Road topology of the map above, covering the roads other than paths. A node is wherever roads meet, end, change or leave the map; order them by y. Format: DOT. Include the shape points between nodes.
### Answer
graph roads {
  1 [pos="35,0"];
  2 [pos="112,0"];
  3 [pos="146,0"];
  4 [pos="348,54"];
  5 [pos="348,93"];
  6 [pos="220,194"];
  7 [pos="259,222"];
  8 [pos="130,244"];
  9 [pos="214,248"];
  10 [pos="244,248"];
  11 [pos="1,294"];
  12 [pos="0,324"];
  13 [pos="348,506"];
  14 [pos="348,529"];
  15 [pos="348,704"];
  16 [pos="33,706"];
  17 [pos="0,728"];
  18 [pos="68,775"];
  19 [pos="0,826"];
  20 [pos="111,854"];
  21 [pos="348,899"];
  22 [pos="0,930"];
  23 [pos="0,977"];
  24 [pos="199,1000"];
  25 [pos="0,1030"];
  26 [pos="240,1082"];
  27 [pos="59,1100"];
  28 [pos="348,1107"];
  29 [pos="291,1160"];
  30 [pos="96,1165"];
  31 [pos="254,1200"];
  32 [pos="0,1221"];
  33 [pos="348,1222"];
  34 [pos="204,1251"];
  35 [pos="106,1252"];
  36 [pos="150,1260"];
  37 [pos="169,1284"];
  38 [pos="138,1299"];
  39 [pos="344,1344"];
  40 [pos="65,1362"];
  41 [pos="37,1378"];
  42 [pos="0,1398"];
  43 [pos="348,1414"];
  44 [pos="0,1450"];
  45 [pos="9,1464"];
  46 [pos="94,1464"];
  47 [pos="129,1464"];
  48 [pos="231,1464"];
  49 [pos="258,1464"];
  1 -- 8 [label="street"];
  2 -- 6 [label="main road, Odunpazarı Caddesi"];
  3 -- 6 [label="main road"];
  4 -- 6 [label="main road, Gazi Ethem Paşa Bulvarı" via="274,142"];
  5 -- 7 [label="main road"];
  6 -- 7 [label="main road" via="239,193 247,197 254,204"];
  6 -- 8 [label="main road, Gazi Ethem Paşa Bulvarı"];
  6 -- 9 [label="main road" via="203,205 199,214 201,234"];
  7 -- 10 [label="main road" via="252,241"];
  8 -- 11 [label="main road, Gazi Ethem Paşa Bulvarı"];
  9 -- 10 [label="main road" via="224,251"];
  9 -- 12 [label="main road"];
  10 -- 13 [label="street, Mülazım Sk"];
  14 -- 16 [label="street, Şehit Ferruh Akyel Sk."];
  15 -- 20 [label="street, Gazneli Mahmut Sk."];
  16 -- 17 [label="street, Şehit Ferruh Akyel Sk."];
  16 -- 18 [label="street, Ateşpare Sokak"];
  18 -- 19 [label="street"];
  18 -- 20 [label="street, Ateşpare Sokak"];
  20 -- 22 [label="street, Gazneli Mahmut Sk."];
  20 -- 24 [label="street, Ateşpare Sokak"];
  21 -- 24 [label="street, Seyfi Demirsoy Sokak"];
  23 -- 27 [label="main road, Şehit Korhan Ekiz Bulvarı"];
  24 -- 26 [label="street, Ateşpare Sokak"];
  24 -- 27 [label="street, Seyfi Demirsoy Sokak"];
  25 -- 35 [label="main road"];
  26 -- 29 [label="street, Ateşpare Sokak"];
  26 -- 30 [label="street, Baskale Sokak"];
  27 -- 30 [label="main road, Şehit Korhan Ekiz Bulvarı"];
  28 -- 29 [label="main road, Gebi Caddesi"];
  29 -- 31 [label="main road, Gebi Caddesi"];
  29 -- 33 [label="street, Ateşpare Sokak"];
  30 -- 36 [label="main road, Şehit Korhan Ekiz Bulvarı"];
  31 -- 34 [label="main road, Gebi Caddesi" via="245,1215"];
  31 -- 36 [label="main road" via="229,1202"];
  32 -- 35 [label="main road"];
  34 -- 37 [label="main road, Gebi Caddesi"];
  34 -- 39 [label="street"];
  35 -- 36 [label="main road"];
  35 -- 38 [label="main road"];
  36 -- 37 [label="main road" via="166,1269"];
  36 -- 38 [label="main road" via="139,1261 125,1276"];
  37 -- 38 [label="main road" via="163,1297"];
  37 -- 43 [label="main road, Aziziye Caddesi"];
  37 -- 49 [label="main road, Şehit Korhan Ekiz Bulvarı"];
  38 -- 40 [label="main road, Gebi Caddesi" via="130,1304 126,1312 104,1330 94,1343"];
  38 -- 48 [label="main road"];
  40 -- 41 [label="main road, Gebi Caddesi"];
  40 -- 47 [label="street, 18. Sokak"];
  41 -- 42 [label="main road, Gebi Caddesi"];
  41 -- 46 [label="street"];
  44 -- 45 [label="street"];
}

* * * * * * * * *

● What is needed: The number of lines in the data that hold "Ateşpare" is all that should be given.

● Answer: 6